Ganz genau. Deshalb ist es auch Teil des Problems, wenn alles immer auf die eigene Mutter, Tochter, Frau bezogen werden muss, damit das Leid von Frauen überhaupt als real angesehen wird. Es geht um Basic Menschenrechte für 50% der Bevölkerung. https://www.zeit.de/familie/2026-03/frauenfeindlichkeit-vater-tochter-feminismus-christian-ulmen

@kattascha Ich befürchte, es ist zum Teil noch perfider. Die "eigene" Frau oder Tochter wird als Eigentum betrachtet und ein "echter Mann" verfügt über sie und beschützt sie davor, dass andere über sie verfügen, in der Reihenfolge.

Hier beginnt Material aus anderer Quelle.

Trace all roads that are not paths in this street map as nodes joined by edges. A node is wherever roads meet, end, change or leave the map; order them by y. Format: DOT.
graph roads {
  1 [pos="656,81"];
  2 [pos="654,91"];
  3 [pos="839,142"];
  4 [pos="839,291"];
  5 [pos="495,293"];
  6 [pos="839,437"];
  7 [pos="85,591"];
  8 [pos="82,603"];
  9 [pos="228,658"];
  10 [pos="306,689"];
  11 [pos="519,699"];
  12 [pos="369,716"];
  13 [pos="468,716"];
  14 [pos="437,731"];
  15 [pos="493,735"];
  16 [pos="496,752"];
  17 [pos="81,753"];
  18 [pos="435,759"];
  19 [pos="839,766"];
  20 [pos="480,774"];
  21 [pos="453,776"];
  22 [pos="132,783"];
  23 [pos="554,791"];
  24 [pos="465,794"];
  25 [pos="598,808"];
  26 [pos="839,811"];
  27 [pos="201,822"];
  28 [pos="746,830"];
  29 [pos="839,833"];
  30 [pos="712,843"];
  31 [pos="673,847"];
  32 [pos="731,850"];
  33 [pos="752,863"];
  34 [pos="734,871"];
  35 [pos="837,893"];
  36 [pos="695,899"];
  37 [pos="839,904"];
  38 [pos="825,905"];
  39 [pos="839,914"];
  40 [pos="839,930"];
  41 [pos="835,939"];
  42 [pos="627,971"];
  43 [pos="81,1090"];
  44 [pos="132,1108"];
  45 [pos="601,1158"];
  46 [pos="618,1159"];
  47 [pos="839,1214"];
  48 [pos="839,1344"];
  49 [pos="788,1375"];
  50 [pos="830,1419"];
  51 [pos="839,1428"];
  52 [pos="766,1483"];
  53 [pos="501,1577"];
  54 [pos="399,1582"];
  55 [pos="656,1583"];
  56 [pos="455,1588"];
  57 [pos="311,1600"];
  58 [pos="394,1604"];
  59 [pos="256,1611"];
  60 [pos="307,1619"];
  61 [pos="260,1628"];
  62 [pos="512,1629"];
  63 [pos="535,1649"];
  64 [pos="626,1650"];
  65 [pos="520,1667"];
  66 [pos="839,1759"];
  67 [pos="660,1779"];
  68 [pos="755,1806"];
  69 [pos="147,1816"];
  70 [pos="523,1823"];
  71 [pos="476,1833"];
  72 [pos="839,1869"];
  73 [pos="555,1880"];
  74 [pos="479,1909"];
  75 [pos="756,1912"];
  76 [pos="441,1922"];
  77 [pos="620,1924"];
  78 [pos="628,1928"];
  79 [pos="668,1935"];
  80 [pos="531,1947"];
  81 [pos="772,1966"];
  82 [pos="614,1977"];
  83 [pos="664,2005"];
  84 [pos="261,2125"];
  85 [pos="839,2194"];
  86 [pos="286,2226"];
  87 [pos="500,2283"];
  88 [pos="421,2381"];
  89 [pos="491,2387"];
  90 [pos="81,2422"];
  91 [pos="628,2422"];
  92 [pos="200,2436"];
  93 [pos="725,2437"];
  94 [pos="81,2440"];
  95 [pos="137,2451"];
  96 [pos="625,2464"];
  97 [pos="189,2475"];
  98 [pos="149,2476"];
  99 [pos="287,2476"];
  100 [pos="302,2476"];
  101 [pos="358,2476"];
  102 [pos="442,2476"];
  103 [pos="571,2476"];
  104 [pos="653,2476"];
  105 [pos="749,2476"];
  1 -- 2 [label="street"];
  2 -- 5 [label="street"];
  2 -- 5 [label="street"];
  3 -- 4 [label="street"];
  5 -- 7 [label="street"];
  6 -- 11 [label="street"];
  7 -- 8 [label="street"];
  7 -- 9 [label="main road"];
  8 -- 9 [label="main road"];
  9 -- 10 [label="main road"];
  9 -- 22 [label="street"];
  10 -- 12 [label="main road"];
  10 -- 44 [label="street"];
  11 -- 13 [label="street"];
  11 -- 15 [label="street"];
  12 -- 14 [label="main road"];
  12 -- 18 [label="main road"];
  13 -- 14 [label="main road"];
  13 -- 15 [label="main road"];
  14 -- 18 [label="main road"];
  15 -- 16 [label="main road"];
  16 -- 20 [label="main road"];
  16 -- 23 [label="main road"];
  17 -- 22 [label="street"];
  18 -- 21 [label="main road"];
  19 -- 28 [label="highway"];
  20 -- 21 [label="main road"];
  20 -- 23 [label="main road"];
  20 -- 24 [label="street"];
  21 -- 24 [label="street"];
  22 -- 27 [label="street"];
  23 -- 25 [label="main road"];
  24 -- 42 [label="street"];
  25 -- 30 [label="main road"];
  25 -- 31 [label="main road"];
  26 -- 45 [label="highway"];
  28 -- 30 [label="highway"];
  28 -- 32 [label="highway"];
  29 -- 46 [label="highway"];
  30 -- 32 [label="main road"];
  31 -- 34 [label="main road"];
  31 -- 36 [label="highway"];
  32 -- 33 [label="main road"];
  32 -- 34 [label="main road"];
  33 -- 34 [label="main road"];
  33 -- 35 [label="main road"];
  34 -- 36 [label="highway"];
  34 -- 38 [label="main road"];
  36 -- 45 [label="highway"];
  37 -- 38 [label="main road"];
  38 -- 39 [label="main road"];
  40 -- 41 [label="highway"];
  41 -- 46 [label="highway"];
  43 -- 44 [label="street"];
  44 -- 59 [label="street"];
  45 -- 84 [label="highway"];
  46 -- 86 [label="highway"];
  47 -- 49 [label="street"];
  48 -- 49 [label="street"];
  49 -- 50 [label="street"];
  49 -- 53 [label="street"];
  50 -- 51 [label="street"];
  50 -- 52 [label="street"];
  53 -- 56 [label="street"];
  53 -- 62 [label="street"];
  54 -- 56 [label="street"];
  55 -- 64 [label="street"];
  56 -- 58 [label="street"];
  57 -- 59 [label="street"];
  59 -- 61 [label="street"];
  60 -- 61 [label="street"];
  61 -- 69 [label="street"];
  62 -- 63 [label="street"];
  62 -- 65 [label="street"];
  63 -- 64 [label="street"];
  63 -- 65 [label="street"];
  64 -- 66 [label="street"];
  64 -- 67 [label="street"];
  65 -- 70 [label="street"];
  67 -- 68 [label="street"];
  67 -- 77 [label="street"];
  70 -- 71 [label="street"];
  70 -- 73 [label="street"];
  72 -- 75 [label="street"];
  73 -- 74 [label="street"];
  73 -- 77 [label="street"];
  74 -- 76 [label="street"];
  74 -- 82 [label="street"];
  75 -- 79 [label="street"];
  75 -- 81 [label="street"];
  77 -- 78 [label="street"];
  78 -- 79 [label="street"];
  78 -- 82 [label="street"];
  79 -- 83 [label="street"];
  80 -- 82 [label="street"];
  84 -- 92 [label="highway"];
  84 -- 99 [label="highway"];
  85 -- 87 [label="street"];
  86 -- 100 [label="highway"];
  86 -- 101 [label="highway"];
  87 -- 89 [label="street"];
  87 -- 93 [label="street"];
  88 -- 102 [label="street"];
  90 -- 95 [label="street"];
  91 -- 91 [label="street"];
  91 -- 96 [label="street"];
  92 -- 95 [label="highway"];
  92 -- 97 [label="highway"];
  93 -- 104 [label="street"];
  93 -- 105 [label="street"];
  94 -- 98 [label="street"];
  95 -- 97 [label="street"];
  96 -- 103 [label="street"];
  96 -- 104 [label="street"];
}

Dann ist ein Übergriff gegen die "eigene" Frau oder Tochter auch ein Angriff gegen das Selbstbild des Mannes, der offensichtlich sein Eigentum nicht schützen kann und sich dann mehr für seine Schwäche schämt als für das Leid der Frau. Dann entwickelt er Gewaltfantasien und übt Rache, anstatt den Betroffenen zu helfen.

Ich glaube, das ist zumindest ein Teil männlicher Sozialisation.

#ToxischeMännlichkeit #Phantombesitz

@skaphle Das scheint tatsächlich so ein hartnäckiges, ziemlich bescheuertes Narrativ zu sein, das viele einfach übernehmen. Ulmen mag da ein Extremfall sein, aber abgeschwächt hab ich das in meinem Umfeld einige male auch mitbekommen. Triffst dich mit jemand, danach kommt der Ex-Freund und meint "normalerweise fragt man da". Wie man so derart neben der Spur sein kann und aus einer (Ex-)Beziehung oder aus irgendeinem anderen Grund einen Besitzanspruch abzuleiten erschließt sich mir nicht.